Restate all the data word for word and omit the pictures.

● **Source material**
○ ○ ○ ○

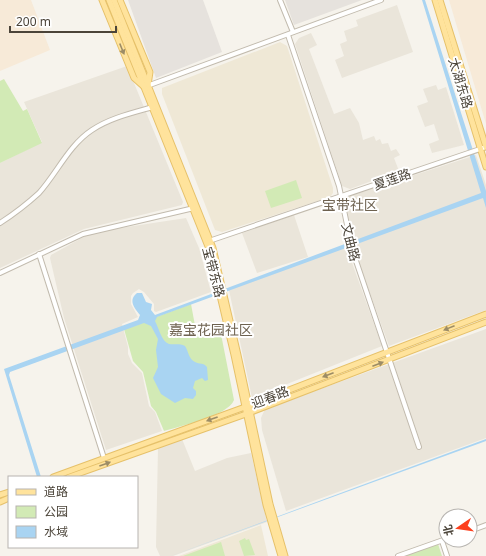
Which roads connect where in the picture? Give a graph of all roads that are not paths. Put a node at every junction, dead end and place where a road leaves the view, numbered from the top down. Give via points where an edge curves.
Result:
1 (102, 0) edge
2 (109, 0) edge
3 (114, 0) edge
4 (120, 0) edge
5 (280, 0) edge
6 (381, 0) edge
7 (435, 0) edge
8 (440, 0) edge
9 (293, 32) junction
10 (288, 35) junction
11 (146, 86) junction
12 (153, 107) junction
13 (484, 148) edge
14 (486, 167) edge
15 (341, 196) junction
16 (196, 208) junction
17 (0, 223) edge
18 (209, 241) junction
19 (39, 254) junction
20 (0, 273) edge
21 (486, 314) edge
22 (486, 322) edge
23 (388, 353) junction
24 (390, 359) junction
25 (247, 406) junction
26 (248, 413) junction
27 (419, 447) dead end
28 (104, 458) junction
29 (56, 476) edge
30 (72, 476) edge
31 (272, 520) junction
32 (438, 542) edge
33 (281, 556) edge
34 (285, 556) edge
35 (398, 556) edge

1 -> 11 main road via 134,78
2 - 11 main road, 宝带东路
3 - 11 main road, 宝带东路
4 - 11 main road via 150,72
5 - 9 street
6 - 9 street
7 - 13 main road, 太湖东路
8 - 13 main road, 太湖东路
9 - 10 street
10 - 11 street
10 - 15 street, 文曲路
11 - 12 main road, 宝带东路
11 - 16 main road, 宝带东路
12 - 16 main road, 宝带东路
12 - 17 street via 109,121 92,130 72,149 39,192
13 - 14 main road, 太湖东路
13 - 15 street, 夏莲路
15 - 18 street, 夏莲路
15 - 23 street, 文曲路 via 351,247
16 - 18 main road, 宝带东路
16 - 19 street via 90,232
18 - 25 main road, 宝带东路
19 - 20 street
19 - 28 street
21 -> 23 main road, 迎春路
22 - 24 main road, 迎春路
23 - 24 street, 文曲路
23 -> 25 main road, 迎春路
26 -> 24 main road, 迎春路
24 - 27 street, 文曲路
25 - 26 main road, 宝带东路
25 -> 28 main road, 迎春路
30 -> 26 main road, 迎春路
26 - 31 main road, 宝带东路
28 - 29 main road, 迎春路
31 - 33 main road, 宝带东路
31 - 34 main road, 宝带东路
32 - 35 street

○ ○ ○ ○

● **Written answer**
Which roads connect where in the picture? Give a graph of all roads that are not paths. Put a node at every junction, dead end and place where a road leaves the view, numbered from the top down. Give via points where an edge curves.
Result:
1 (102, 0) edge
2 (109, 0) edge
3 (114, 0) edge
4 (120, 0) edge
5 (280, 0) edge
6 (381, 0) edge
7 (435, 0) edge
8 (440, 0) edge
9 (293, 32) junction
10 (288, 35) junction
11 (146, 86) junction
12 (153, 107) junction
13 (484, 148) edge
14 (486, 167) edge
15 (341, 196) junction
16 (196, 208) junction
17 (0, 223) edge
18 (209, 241) junction
19 (39, 254) junction
20 (0, 273) edge
21 (486, 314) edge
22 (486, 322) edge
23 (388, 353) junction
24 (390, 359) junction
25 (247, 406) junction
26 (248, 413) junction
27 (419, 447) dead end
28 (104, 458) junction
29 (56, 476) edge
30 (72, 476) edge
31 (272, 520) junction
32 (438, 542) edge
33 (281, 556) edge
34 (285, 556) edge
35 (398, 556) edge

1 -> 11 main road via 134,78
2 - 11 main road, 宝带东路
3 - 11 main road, 宝带东路
4 - 11 main road via 150,72
5 - 9 street
6 - 9 street
7 - 13 main road, 太湖东路
8 - 13 main road, 太湖东路
9 - 10 street
10 - 11 street
10 - 15 street, 文曲路
11 - 12 main road, 宝带东路
11 - 16 main road, 宝带东路
12 - 16 main road, 宝带东路
12 - 17 street via 109,121 92,130 72,149 39,192
13 - 14 main road, 太湖东路
13 - 15 street, 夏莲路
15 - 18 street, 夏莲路
15 - 23 street, 文曲路 via 351,247
16 - 18 main road, 宝带东路
16 - 19 street via 90,232
18 - 25 main road, 宝带东路
19 - 20 street
19 - 28 street
21 -> 23 main road, 迎春路
22 - 24 main road, 迎春路
23 - 24 street, 文曲路
23 -> 25 main road, 迎春路
26 -> 24 main road, 迎春路
24 - 27 street, 文曲路
25 - 26 main road, 宝带东路
25 -> 28 main road, 迎春路
30 -> 26 main road, 迎春路
26 - 31 main road, 宝带东路
28 - 29 main road, 迎春路
31 - 33 main road, 宝带东路
31 - 34 main road, 宝带东路
32 - 35 street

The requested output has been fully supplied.